What lines of the data hold the string "page"? Copy them all.

* _RECORDS FOR THE TASK_:

+++

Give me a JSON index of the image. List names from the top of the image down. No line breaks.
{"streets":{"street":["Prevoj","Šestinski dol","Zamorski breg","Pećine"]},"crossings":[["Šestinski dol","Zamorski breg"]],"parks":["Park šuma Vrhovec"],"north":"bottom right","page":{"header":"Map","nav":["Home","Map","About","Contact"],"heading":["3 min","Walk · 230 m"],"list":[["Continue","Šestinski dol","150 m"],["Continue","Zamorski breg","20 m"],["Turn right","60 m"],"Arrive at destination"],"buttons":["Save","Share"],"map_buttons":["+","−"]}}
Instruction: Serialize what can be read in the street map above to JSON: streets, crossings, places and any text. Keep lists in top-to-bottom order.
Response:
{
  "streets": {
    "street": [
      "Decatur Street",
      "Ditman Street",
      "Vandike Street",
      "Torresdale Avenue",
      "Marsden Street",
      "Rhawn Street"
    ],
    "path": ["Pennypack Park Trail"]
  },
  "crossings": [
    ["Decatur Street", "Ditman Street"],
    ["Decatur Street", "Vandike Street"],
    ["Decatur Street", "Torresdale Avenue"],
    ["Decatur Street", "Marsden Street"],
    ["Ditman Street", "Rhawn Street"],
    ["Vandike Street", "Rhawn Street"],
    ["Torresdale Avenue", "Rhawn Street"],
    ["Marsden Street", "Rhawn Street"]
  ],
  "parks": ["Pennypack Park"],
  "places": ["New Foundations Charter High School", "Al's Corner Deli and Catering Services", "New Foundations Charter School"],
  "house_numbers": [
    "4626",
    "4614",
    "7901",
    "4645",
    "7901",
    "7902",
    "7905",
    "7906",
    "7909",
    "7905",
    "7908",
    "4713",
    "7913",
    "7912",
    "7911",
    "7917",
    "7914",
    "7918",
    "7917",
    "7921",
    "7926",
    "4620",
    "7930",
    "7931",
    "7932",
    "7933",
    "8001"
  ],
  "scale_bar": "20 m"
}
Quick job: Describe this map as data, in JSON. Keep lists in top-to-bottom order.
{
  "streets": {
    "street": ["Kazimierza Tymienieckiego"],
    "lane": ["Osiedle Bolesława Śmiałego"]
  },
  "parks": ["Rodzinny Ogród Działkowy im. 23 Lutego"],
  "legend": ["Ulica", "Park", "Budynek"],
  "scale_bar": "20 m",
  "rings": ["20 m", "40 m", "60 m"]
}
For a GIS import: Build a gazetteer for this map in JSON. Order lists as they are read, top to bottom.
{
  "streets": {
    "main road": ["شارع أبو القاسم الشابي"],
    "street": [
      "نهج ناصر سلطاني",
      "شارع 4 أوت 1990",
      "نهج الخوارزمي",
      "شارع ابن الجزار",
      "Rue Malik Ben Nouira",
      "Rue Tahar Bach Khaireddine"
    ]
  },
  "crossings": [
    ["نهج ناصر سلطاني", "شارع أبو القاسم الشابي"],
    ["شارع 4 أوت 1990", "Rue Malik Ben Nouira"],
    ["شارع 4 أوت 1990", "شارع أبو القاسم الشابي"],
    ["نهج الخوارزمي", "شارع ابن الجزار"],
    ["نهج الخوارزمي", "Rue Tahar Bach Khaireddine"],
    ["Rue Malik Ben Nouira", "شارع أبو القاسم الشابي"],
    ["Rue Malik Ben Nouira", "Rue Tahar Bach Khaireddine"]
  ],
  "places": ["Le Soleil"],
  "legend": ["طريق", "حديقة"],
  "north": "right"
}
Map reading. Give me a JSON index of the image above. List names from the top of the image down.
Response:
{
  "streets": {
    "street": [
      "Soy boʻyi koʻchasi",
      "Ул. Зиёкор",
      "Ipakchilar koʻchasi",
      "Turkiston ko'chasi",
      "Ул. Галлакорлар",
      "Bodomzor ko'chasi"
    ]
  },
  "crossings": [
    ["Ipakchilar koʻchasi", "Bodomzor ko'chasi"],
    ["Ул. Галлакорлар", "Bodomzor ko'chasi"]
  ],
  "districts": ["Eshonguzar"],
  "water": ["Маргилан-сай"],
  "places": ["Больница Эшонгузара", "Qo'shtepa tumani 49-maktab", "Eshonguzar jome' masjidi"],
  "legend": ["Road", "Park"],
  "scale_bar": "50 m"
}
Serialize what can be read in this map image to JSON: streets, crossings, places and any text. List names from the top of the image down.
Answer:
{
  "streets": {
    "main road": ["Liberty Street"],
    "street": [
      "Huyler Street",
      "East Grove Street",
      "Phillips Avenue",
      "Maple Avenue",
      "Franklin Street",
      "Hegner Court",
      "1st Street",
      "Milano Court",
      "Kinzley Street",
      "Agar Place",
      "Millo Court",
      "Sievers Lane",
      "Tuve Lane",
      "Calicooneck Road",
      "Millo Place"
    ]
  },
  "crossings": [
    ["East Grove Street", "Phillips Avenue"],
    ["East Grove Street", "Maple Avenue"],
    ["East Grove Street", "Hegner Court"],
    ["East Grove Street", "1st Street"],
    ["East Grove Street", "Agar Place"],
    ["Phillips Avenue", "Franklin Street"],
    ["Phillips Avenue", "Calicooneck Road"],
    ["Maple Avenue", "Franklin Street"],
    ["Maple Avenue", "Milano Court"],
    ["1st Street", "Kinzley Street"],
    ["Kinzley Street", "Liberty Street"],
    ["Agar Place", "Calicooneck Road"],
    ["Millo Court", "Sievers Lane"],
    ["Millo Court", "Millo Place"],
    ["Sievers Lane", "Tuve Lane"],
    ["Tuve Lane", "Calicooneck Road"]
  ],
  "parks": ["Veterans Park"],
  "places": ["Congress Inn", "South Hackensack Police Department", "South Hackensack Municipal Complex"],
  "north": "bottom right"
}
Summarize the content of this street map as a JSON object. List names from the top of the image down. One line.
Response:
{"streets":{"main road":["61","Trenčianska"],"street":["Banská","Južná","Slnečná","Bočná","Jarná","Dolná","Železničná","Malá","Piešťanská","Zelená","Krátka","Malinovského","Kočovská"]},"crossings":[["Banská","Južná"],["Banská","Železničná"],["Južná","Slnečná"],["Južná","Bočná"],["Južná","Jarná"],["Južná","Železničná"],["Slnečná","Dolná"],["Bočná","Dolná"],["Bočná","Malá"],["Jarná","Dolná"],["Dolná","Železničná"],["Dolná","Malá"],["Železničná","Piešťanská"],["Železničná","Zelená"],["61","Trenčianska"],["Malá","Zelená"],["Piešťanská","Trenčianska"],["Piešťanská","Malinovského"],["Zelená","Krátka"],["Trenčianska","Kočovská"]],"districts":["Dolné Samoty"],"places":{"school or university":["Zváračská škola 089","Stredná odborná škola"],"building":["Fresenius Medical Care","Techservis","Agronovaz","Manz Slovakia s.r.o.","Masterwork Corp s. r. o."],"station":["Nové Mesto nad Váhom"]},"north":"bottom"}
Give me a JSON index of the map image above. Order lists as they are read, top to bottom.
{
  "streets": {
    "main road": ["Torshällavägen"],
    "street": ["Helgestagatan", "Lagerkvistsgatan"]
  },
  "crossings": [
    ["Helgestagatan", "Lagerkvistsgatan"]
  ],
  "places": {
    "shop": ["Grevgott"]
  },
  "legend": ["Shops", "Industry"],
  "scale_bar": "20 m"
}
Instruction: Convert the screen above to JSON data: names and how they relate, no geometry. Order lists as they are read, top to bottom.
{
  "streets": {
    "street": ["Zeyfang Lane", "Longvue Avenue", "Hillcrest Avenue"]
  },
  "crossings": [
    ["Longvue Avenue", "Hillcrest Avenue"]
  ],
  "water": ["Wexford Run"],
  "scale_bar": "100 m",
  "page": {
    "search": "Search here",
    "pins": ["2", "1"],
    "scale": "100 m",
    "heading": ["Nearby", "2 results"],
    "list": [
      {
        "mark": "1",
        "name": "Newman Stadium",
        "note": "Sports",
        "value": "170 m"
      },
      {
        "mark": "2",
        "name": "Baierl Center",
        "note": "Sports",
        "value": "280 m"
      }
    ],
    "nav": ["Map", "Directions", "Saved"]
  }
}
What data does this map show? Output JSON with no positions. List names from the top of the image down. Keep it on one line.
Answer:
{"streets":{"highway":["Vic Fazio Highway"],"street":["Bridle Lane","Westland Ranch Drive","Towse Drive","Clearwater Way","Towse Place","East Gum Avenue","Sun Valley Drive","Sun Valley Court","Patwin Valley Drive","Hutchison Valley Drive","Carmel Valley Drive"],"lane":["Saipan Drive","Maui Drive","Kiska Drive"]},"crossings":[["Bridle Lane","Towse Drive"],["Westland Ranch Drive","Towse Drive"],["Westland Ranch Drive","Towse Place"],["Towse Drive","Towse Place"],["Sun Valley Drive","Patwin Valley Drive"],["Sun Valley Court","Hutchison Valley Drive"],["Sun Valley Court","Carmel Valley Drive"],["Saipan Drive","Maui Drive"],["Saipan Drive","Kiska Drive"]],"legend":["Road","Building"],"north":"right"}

+++

* _EXERCISE OUTPUT_:
{"streets":{"street":["Prevoj","Šestinski dol","Zamorski breg","Pećine"]},"crossings":[["Šestinski dol","Zamorski breg"]],"parks":["Park šuma Vrhovec"],"north":"bottom right","page":{"header":"Map","nav":["Home","Map","About","Contact"],"heading":["3 min","Walk · 230 m"],"list":[["Continue","Šestinski dol","150 m"],["Continue","Zamorski breg","20 m"],["Turn right","60 m"],"Arrive at destination"],"buttons":["Save","Share"],"map_buttons":["+","−"]}}
  "page": {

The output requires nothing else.